Opinión

Los placeres y los días

Marcel Proust
Marcel ProustGetty Images

Le tomo prestado el título a Marcel Proust, que bautizó así el libro que recoge sus escritos de juventud. Es un bonito título, que remeda o se inspira en otro, antológico, del griego Hesíodo, Los trabajos y los días. En la misma estela, el poeta Gabriel Ferrater escogió Les dones i els dies (Las mujeres y los días) para titular su obra completa.

De los dos, de Proust y de Ferrater, se ha hablado este año en todos los suplementos literarios de los periódicos, del primero por conmemorarse el primer centenario de su fallecimiento, del segundo por cumplirse los cien años de su nacimiento y los cincuenta de su muerte.
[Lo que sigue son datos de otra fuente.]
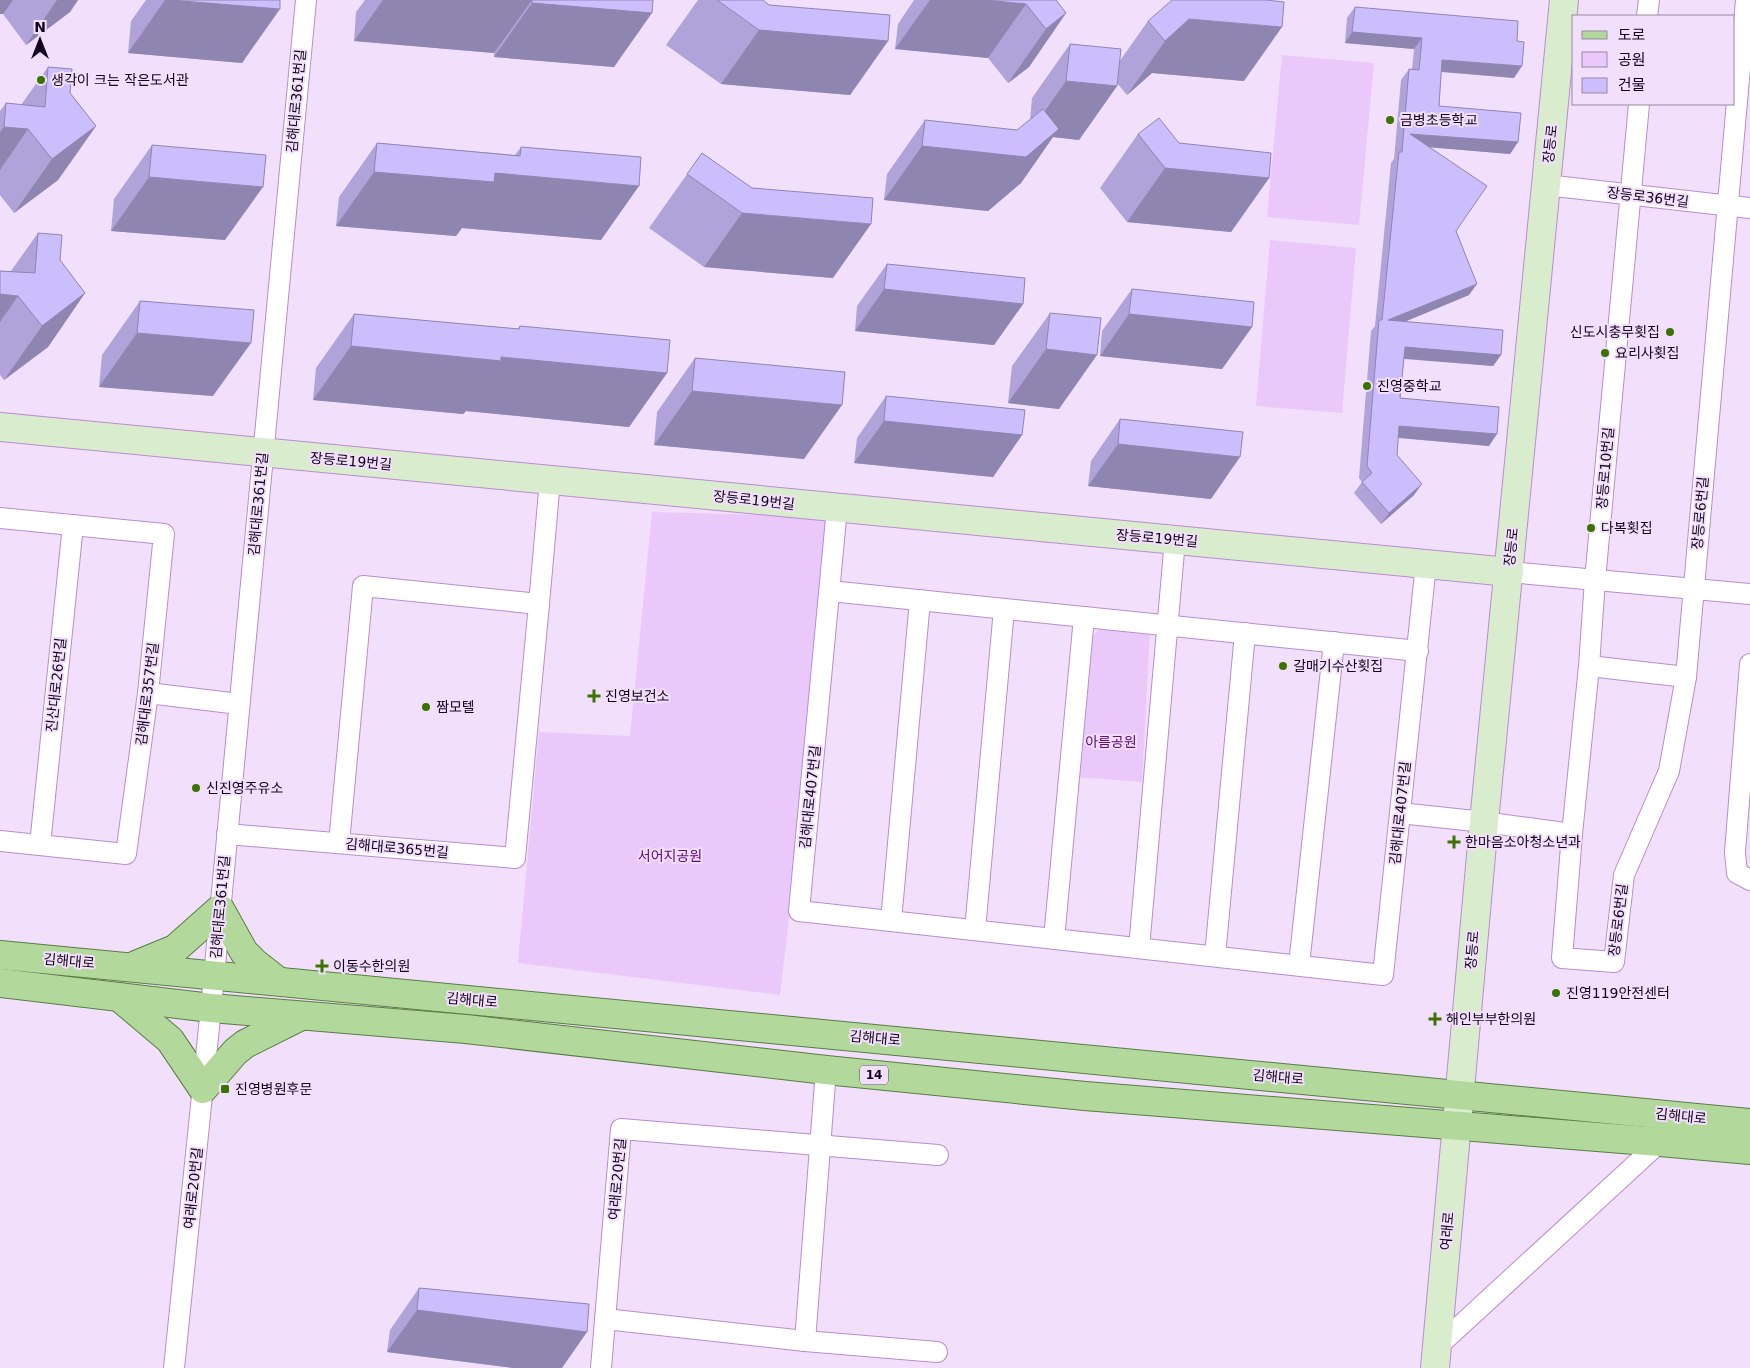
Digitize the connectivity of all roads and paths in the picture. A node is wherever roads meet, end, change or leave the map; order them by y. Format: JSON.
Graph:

Los placeres y los días… Nos pasamos la vida aguardando no sabemos bien qué, algún hecho singular o imprevisto que la haga más interesante, y descuidamos o no prestamos atención a esos pequeños placeres cotidianos que alivian la monotonía y dejan entrever algo parecido a la felicidad.

El café de media mañana, por ejemplo, que es uno de los escasísimos momentos del día en que se deja uno llevar por la idea de que las cosas no van tan mal y el mundo está bien hecho. El tintineo de la cucharilla en la taza humeante, el murmullo de las conversaciones, la sonrisa desinteresada y generosa con que atiende la camarera a los clientes y el menudo ajetreo del mostrador constituyen la viva estampa del más civilizado bienestar.

Pero qué poco dura si le añadimos a la escena otro de sus ingredientes habituales, la lectura del periódico: la pobre gente que sufre los horrores de la guerra y afronta los trabajos y los días sin luz ni agua ni descanso, los hogares que no llegan ni siquiera para pagar los recibos de cada mes, y el espectáculo diario de los políticos irremediablemente enfrascados en sus regateos y componendas, y los estropicios de la nueva ley de educación que acaba de implantarse…

No, mejor apartar el periódico y pedir si hace falta para suplir su ausencia un cruasán, mojarlo en el café como mojó la magdalena en el té el protagonista de la novela de Proust (que lleva otro bonito título, En busca del tiempo perdido, y es uno de los monumentos literarios del siglo XX) y perderse así, lo mismo que él, por los caminos y desvanes de la memoria. Desandar los días y revivir la infancia, que en mi caso y en el de muchos de mi generación fue una infancia campesina, un verdadero tesoro, el mejor regalo que pudimos recibir: ¡aprender los nombres de los pájaros, distinguir los árboles y las plantas, trabajar en las labores del campo...!

O acogerse a alguna de las obras de misericordia con que nos obsequia la naturaleza para hacernos más llevadera la existencia: el sol, el sol de invierno que cantara Antonio Machado («Un viejecillo dice, / para su capa vieja: / “¡El sol, esta hermosura / de sol!...» Los niños juegan»), el canto de un pájaro en algún balcón, la tranquilidad de la media mañana ociosa que es privilegio de los jubilados, la delicia del cruasán mojado en el café y mezclado con su aroma.